In fact, he pointed out that his endorsement of PSDFI was not an order that it be chosen from among the NGOs (non-government organizations), but a mere request. He also said that the bottles of fertilizer were received by the city agriculturist who distributed them to farmers in 40 rural barangays and 25 inter-land barangays.

He also said that he monitored the distribution of the fertilizer to the farmers who expressed to him their gratitude.

In a resolution dated April 10, 2017, the OMB found probable cause against Jaraula, Quitazol, Rosal, Lecciones, Lumantas, Artazo, Cajita, Rudinas, Bajas, De Leon, Luy, Escabarte, Ardias, Kilapkilap, Henry Bucalin and Luzviminda Bucalin for the crime of malversation under Article 217 of the Revised Penal Code and violation of Section 3(e) of Republic Act No. 3019, the Anti-Graft and Corrupt Practices Act; and probable cause against Jaraula and De Leon for violation of Section 3(g) of RA 3019.

The OMB, however, found no evidence on the allegation that the purchase of the bottled liquid fertilizers was overpriced.

When Jaraula and the other respondents’ motion for reconsideration was denied by the OMB on Nov. 27, 2017, the former legislator elevated the case to the SC.

Jaraula also told the SC he was denied his right to speedy disposition of the charges filed against him.

Resolving Jaraula’s petition, the SC said:

“We find that the Ombudsman committed no grave abuse of discretion in finding probable cause.
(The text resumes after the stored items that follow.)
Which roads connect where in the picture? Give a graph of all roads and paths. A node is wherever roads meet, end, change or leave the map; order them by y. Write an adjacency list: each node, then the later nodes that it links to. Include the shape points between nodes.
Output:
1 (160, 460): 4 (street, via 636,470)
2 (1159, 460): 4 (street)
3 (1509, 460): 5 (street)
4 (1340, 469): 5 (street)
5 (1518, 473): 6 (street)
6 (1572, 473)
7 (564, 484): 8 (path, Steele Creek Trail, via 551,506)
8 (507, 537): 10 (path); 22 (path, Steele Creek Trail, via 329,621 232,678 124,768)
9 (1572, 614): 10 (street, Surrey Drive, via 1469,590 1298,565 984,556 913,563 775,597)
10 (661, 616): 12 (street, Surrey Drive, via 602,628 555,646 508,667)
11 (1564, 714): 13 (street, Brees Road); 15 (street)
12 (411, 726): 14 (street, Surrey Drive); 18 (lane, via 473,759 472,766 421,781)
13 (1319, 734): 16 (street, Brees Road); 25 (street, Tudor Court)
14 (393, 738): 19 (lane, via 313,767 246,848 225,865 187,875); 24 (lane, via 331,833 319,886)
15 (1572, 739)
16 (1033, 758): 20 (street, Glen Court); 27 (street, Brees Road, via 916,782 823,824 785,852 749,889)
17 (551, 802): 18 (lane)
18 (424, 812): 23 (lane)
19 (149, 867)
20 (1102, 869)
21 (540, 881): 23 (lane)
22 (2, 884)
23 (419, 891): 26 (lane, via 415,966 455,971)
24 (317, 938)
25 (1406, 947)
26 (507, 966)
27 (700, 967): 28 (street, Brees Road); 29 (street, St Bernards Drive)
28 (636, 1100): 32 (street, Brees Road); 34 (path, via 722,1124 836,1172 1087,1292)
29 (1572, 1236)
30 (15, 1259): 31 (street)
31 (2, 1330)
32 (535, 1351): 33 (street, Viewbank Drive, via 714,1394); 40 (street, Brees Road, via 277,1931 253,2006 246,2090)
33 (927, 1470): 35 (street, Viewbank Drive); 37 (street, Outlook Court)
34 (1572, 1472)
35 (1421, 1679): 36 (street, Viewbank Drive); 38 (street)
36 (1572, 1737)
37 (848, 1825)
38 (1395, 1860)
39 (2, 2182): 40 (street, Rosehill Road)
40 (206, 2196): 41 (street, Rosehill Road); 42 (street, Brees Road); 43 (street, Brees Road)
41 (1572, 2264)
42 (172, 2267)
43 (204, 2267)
Its findings were based on evidence on record and on its consideration of the allegations and assertions of all the parties.

“The Ombudsman did not have to inquire as to whether there was sufficient evidence to secure a conviction. It is enough that the factual circumstances established a prima facie case against the respondent.
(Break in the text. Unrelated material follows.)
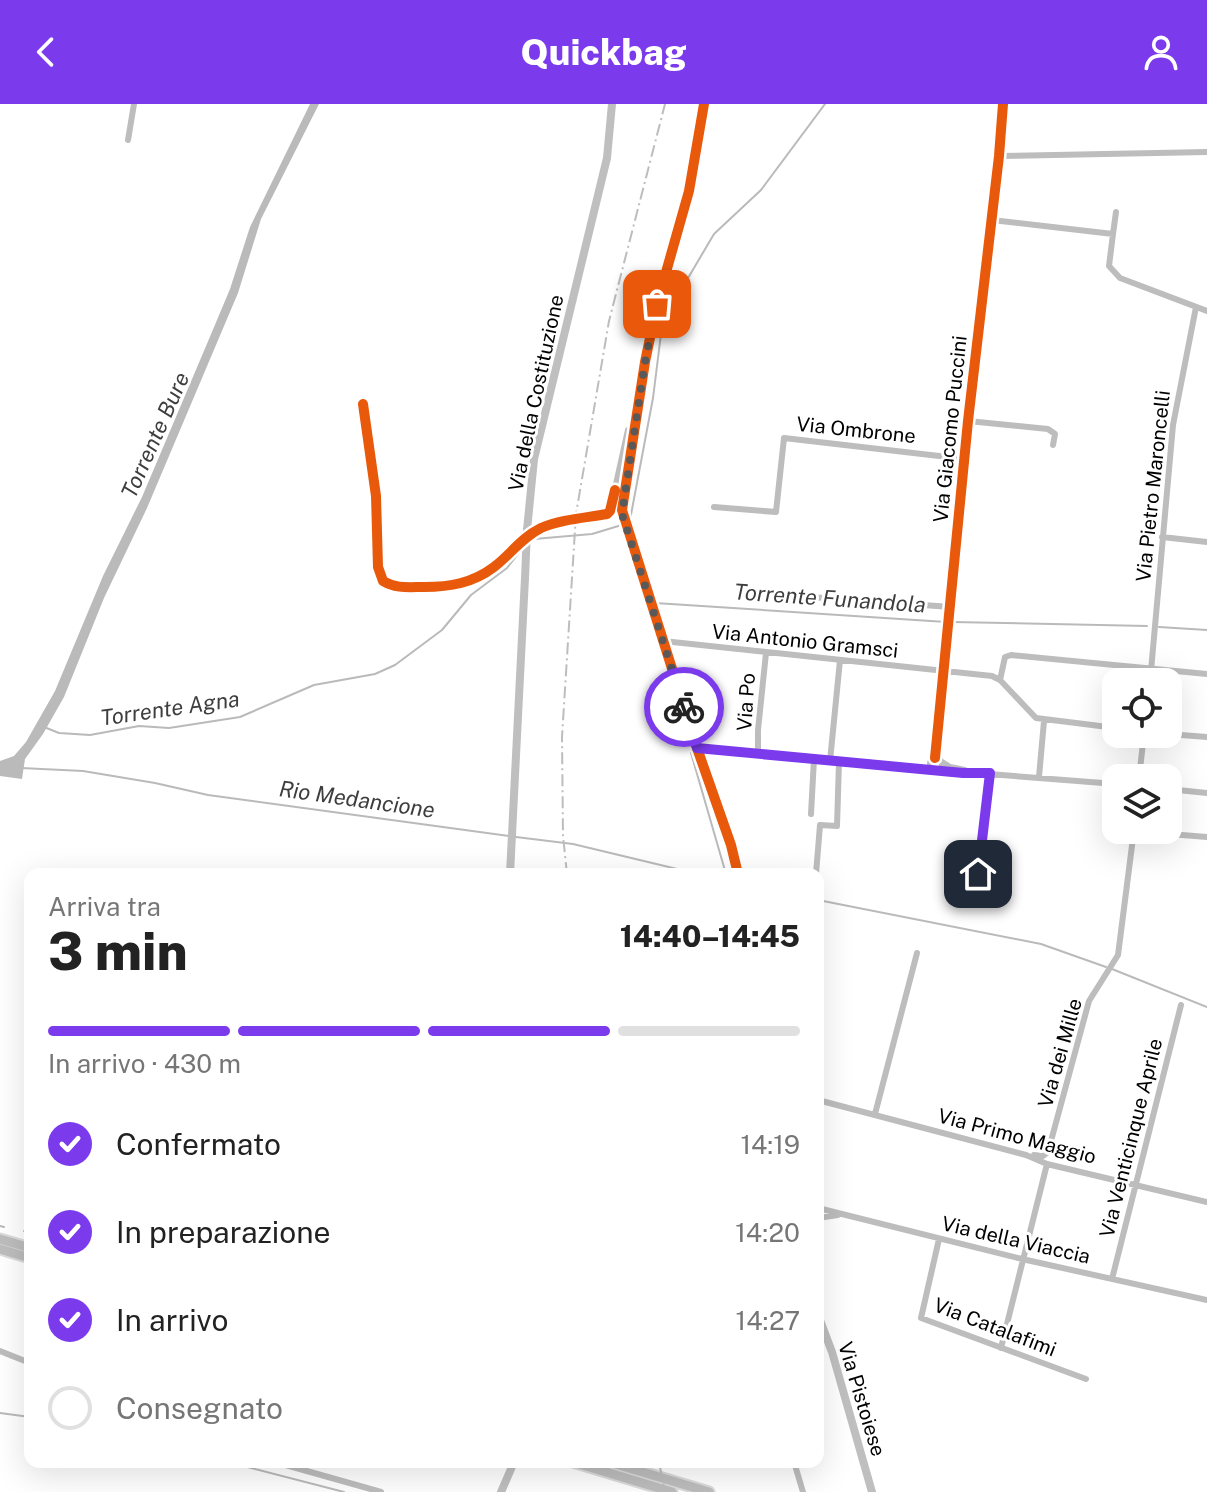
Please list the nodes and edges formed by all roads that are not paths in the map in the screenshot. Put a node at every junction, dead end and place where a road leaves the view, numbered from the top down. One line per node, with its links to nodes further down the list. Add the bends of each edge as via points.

“Ultimately, ‘[a] finding of probable cause needs only to rest on evidence showing that more likely than not, the accused committed the crime.’ It does not mean absolute certainty, but is merely based on opinion and reasonable belief.

“Jaraula contends that his right to speedy disposition of the case was violated in view of the period that has lapsed, i.e., nine years from the time that the alleged irregularities were discovered by the COA until a formal complaint was filed against him by the FIO-Ombudsman (Field Investigation Office) and almost three years from the time he submitted his Counter-Affidavit until the Ombudsman issued its Resolution, finding probable cause, manifesting inordinate delay. The argument deserves scant consideration.
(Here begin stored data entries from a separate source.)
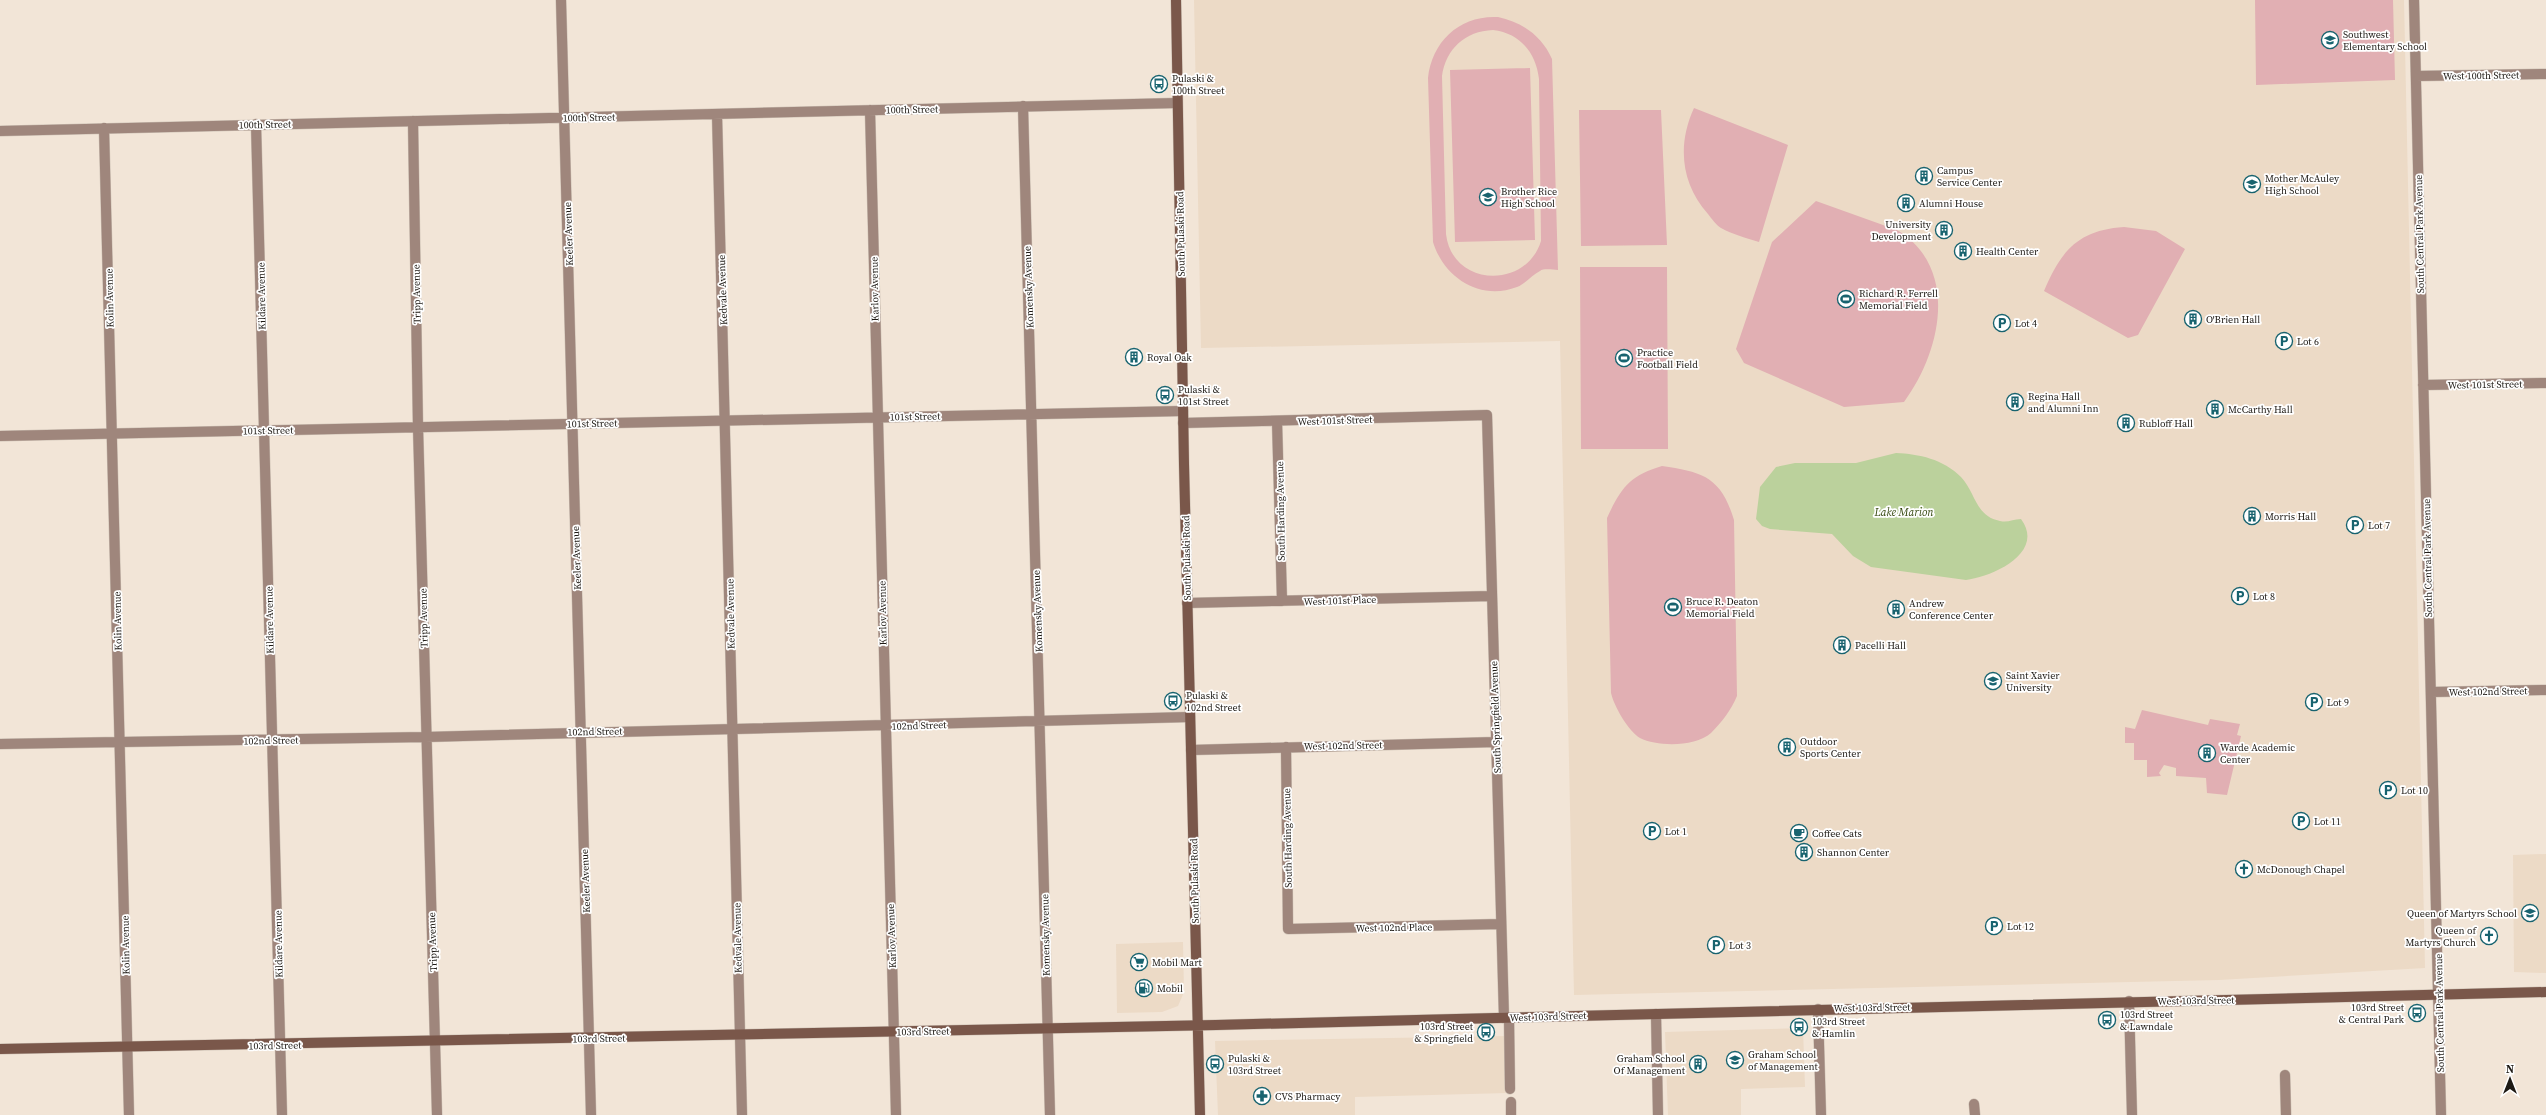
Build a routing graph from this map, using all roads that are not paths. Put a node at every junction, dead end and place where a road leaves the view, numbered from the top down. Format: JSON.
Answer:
{"nodes":[{"id":1,"x":561,"y":0,"type":"edge"},
{"id":2,"x":1176,"y":0,"type":"edge"},
{"id":3,"x":2414,"y":0,"type":"edge"},
{"id":4,"x":2546,"y":74,"type":"edge"},
{"id":5,"x":2416,"y":76,"type":"junction"},
{"id":6,"x":1177,"y":103,"type":"junction"},
{"id":7,"x":1023,"y":106,"type":"junction"},
{"id":8,"x":870,"y":110,"type":"junction"},
{"id":9,"x":717,"y":114,"type":"junction"},
{"id":10,"x":564,"y":117,"type":"junction"},
{"id":11,"x":413,"y":121,"type":"junction"},
{"id":12,"x":256,"y":124,"type":"junction"},
{"id":13,"x":104,"y":128,"type":"junction"},
{"id":14,"x":0,"y":130,"type":"edge"},
{"id":15,"x":2546,"y":383,"type":"edge"},
{"id":16,"x":2423,"y":385,"type":"junction"},
{"id":17,"x":1183,"y":411,"type":"junction"},
{"id":18,"x":1031,"y":414,"type":"junction"},
{"id":19,"x":1487,"y":416,"type":"joint"},
{"id":20,"x":878,"y":417,"type":"junction"},
{"id":21,"x":725,"y":420,"type":"junction"},
{"id":22,"x":1277,"y":421,"type":"junction"},
{"id":23,"x":1183,"y":423,"type":"junction"},
{"id":24,"x":573,"y":424,"type":"junction"},
{"id":25,"x":418,"y":427,"type":"junction"},
{"id":26,"x":264,"y":430,"type":"junction"},
{"id":27,"x":112,"y":434,"type":"junction"},
{"id":28,"x":0,"y":436,"type":"edge"},
{"id":29,"x":1492,"y":596,"type":"junction"},
{"id":30,"x":1282,"y":601,"type":"junction"},
{"id":31,"x":1187,"y":603,"type":"junction"},
{"id":32,"x":2546,"y":690,"type":"edge"},
{"id":33,"x":2431,"y":692,"type":"junction"},
{"id":34,"x":1190,"y":717,"type":"junction"},
{"id":35,"x":1040,"y":722,"type":"junction"},
{"id":36,"x":885,"y":726,"type":"junction"},
{"id":37,"x":733,"y":729,"type":"junction"},
{"id":38,"x":581,"y":731,"type":"junction"},
{"id":39,"x":426,"y":737,"type":"junction"},
{"id":40,"x":272,"y":740,"type":"junction"},
{"id":41,"x":120,"y":742,"type":"junction"},
{"id":42,"x":1496,"y":742,"type":"junction"},
{"id":43,"x":0,"y":744,"type":"edge"},
{"id":44,"x":1286,"y":747,"type":"junction"},
{"id":45,"x":1191,"y":750,"type":"junction"},
{"id":46,"x":1501,"y":924,"type":"junction"},
{"id":47,"x":1288,"y":929,"type":"joint"},
{"id":48,"x":2546,"y":992,"type":"edge"},
{"id":49,"x":2438,"y":994,"type":"junction"},
{"id":50,"x":2129,"y":1001,"type":"junction"},
{"id":51,"x":1818,"y":1009,"type":"junction"},
{"id":52,"x":1656,"y":1014,"type":"junction"},
{"id":53,"x":1506,"y":1018,"type":"junction"},
{"id":54,"x":1198,"y":1025,"type":"junction"},
{"id":55,"x":1048,"y":1028,"type":"junction"},
{"id":56,"x":893,"y":1032,"type":"junction"},
{"id":57,"x":740,"y":1035,"type":"junction"},
{"id":58,"x":589,"y":1038,"type":"junction"},
{"id":59,"x":435,"y":1041,"type":"junction"},
{"id":60,"x":280,"y":1044,"type":"junction"},
{"id":61,"x":128,"y":1047,"type":"junction"},
{"id":62,"x":0,"y":1050,"type":"edge"},
{"id":63,"x":2285,"y":1075,"type":"dead end"},
{"id":64,"x":1510,"y":1089,"type":"dead end"},
{"id":65,"x":1511,"y":1102,"type":"dead end"},
{"id":66,"x":1974,"y":1104,"type":"dead end"},
{"id":67,"x":129,"y":1115,"type":"edge"},
{"id":68,"x":282,"y":1115,"type":"edge"},
{"id":69,"x":437,"y":1115,"type":"edge"},
{"id":70,"x":591,"y":1115,"type":"edge"},
{"id":71,"x":742,"y":1115,"type":"edge"},
{"id":72,"x":896,"y":1115,"type":"edge"},
{"id":73,"x":1050,"y":1115,"type":"edge"},
{"id":74,"x":1200,"y":1115,"type":"edge"},
{"id":75,"x":1511,"y":1115,"type":"edge"},
{"id":76,"x":1658,"y":1115,"type":"edge"},
{"id":77,"x":1821,"y":1115,"type":"edge"},
{"id":78,"x":1975,"y":1115,"type":"edge"},
{"id":79,"x":2132,"y":1115,"type":"edge"},
{"id":80,"x":2286,"y":1115,"type":"edge"},
{"id":81,"x":2441,"y":1115,"type":"edge"}],
"edges":[{"from":1,"to":10,"type":"street","name":"Keeler Avenue"},
{"from":2,"to":6,"type":"main road","name":"South Pulaski Road"},
{"from":3,"to":5,"type":"street","name":"South Central Park Avenue"},
{"from":4,"to":5,"type":"street","name":"West 100th Street"},
{"from":5,"to":16,"type":"street","name":"South Central Park Avenue"},
{"from":6,"to":7,"type":"street","name":"100th Street"},
{"from":6,"to":17,"type":"main road","name":"South Pulaski Road"},
{"from":7,"to":8,"type":"street","name":"100th Street"},
{"from":7,"to":18,"type":"street","name":"Komensky Avenue"},
{"from":8,"to":9,"type":"street","name":"100th Street"},
{"from":8,"to":20,"type":"street","name":"Karlov Avenue"},
{"from":9,"to":10,"type":"street","name":"100th Street"},
{"from":9,"to":21,"type":"street","name":"Kedvale Avenue"},
{"from":10,"to":11,"type":"street","name":"100th Street"},
{"from":10,"to":24,"type":"street","name":"Keeler Avenue"},
{"from":11,"to":12,"type":"street","name":"100th Street"},
{"from":11,"to":25,"type":"street","name":"Tripp Avenue"},
{"from":12,"to":13,"type":"street","name":"100th Street"},
{"from":12,"to":26,"type":"street","name":"Kildare Avenue"},
{"from":13,"to":14,"type":"street","name":"100th Street"},
{"from":13,"to":27,"type":"street","name":"Kolin Avenue"},
{"from":15,"to":16,"type":"street","name":"West 101st Street"},
{"from":16,"to":33,"type":"street","name":"South Central Park Avenue"},
{"from":17,"to":18,"type":"street","name":"101st Street"},
{"from":17,"to":23,"type":"main road","name":"South Pulaski Road"},
{"from":18,"to":20,"type":"street","name":"101st Street"},
{"from":18,"to":35,"type":"street","name":"Komensky Avenue"},
{"from":19,"to":22,"type":"street","name":"West 101st Street"},
{"from":19,"to":29,"type":"street","name":"South Springfield Avenue"},
{"from":20,"to":21,"type":"street","name":"101st Street"},
{"from":20,"to":36,"type":"street","name":"Karlov Avenue"},
{"from":21,"to":24,"type":"street","name":"101st Street"},
{"from":21,"to":37,"type":"street","name":"Kedvale Avenue"},
{"from":22,"to":23,"type":"street","name":"West 101st Street"},
{"from":22,"to":30,"type":"street","name":"South Harding Avenue"},
{"from":23,"to":31,"type":"main road","name":"South Pulaski Road"},
{"from":24,"to":25,"type":"street","name":"101st Street"},
{"from":24,"to":38,"type":"street","name":"Keeler Avenue"},
{"from":25,"to":26,"type":"street","name":"101st Street"},
{"from":25,"to":39,"type":"street","name":"Tripp Avenue"},
{"from":26,"to":27,"type":"street","name":"101st Street"},
{"from":26,"to":40,"type":"street","name":"Kildare Avenue"},
{"from":27,"to":28,"type":"street","name":"101st Street"},
{"from":27,"to":41,"type":"street","name":"Kolin Avenue"},
{"from":29,"to":30,"type":"street","name":"West 101st Place"},
{"from":29,"to":42,"type":"street","name":"South Springfield Avenue"},
{"from":30,"to":31,"type":"street","name":"West 101st Place"},
{"from":31,"to":34,"type":"main road","name":"South Pulaski Road"},
{"from":32,"to":33,"type":"street","name":"West 102nd Street"},
{"from":33,"to":49,"type":"street","name":"South Central Park Avenue"},
{"from":34,"to":35,"type":"street","name":"102nd Street"},
{"from":34,"to":45,"type":"main road","name":"South Pulaski Road"},
{"from":35,"to":36,"type":"street","name":"102nd Street"},
{"from":35,"to":55,"type":"street","name":"Komensky Avenue"},
{"from":36,"to":37,"type":"street","name":"102nd Street"},
{"from":36,"to":56,"type":"street","name":"Karlov Avenue"},
{"from":37,"to":38,"type":"street","name":"102nd Street"},
{"from":37,"to":57,"type":"street","name":"Kedvale Avenue"},
{"from":38,"to":39,"type":"street","name":"102nd Street"},
{"from":38,"to":58,"type":"street","name":"Keeler Avenue"},
{"from":39,"to":40,"type":"street","name":"102nd Street"},
{"from":39,"to":59,"type":"street","name":"Tripp Avenue"},
{"from":40,"to":41,"type":"street","name":"102nd Street"},
{"from":40,"to":60,"type":"street","name":"Kildare Avenue"},
{"from":41,"to":43,"type":"street","name":"102nd Street"},
{"from":41,"to":61,"type":"street","name":"Kolin Avenue"},
{"from":42,"to":44,"type":"street","name":"West 102nd Street"},
{"from":42,"to":46,"type":"street","name":"South Springfield Avenue"},
{"from":44,"to":45,"type":"street","name":"West 102nd Street"},
{"from":44,"to":47,"type":"street","name":"South Harding Avenue"},
{"from":45,"to":54,"type":"main road","name":"South Pulaski Road"},
{"from":46,"to":47,"type":"street","name":"West 102nd Place"},
{"from":46,"to":53,"type":"street","name":"South Springfield Avenue"},
{"from":48,"to":49,"type":"main road","name":"West 103rd Street"},
{"from":49,"to":50,"type":"main road","name":"West 103rd Street"},
{"from":49,"to":81,"type":"street","name":"South Central Park Avenue"},
{"from":50,"to":51,"type":"main road","name":"West 103rd Street"},
{"from":50,"to":79,"type":"street"},
{"from":51,"to":52,"type":"main road","name":"West 103rd Street"},
{"from":51,"to":77,"type":"street"},
{"from":52,"to":53,"type":"main road","name":"West 103rd Street"},
{"from":52,"to":76,"type":"street"},
{"from":53,"to":54,"type":"main road","name":"West 103rd Street"},
{"from":53,"to":64,"type":"street","name":"South Springfield Avenue"},
{"from":54,"to":55,"type":"main road","name":"103rd Street"},
{"from":54,"to":74,"type":"main road","name":"South Pulaski Road"},
{"from":55,"to":56,"type":"main road","name":"103rd Street"},
{"from":55,"to":73,"type":"street","name":"Komensky Avenue"},
{"from":56,"to":57,"type":"main road","name":"103rd Street"},
{"from":56,"to":72,"type":"street","name":"Karlov Avenue"},
{"from":57,"to":58,"type":"main road","name":"103rd Street"},
{"from":57,"to":71,"type":"street","name":"Kedvale Avenue"},
{"from":58,"to":59,"type":"main road","name":"103rd Street"},
{"from":58,"to":70,"type":"street","name":"Keeler Avenue"},
{"from":59,"to":60,"type":"main road","name":"103rd Street"},
{"from":59,"to":69,"type":"street","name":"Tripp Avenue"},
{"from":60,"to":61,"type":"main road","name":"103rd Street"},
{"from":60,"to":68,"type":"street","name":"Kildare Avenue"},
{"from":61,"to":62,"type":"main road","name":"103rd Street"},
{"from":61,"to":67,"type":"street","name":"Kolin Avenue"},
{"from":63,"to":80,"type":"street"},
{"from":65,"to":75,"type":"street"},
{"from":66,"to":78,"type":"street"}]}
“For the purposes of determining inordinate delay, the period to be reckoned with is the filing of the formal complaint by the FIO-Ombudsman on Aug. 4, 2014, and not from the time that the COA conducted its audit investigation.

“After the complaint was filed, the 16 respondents were directed to submit their respective counter-affidavits. In Jaraula’s case, he filed the same on Oct. 12, 2014. Subsequently, a Resolution finding probable cause to indict the respondents was finalized on July 24, 2017 and was approved by the Ombudsman on July 31, 2017.

“At this point, only two years and 11 months had passed. To this Resolution, respondents still filed their respective MRs, which were denied in an Order dated Nov. 27, 2017. Said Order was approved by the Ombudsman on Dec. 20, 2017.

“Considering the number of accused persons involved, who each filed separate counter-affidavits and were given equal opportunity to study the evidence against them and provide answers therefor, there was no inordinate delay in the conduct and termination of preliminary investigation. The delay, if any, was inevitable and was neither unreasonable, vexatious, capricious, nor oppressive. There was also no allegation or proof that the proceedings before the Ombudsman were tainted with malice or politically motivated.

“As can be gleaned from the Resolution of the Ombudsman, it made an independent, exhaustive, and detailed findings anent the ostensible culpability of Jaraula and his co-respondents. It did not merely adopt the reports and findings of the COA.

“WHEREFORE, premises considered, the instant petition is DISMISSED. Accordingly, the Resolution dated April 10, 2017 and Order dated Nov. 27, 2017 of the Office of the Ombudsman in OMB-C-C-14-0249 are hereby AFFIRMED. SO ORDERED.”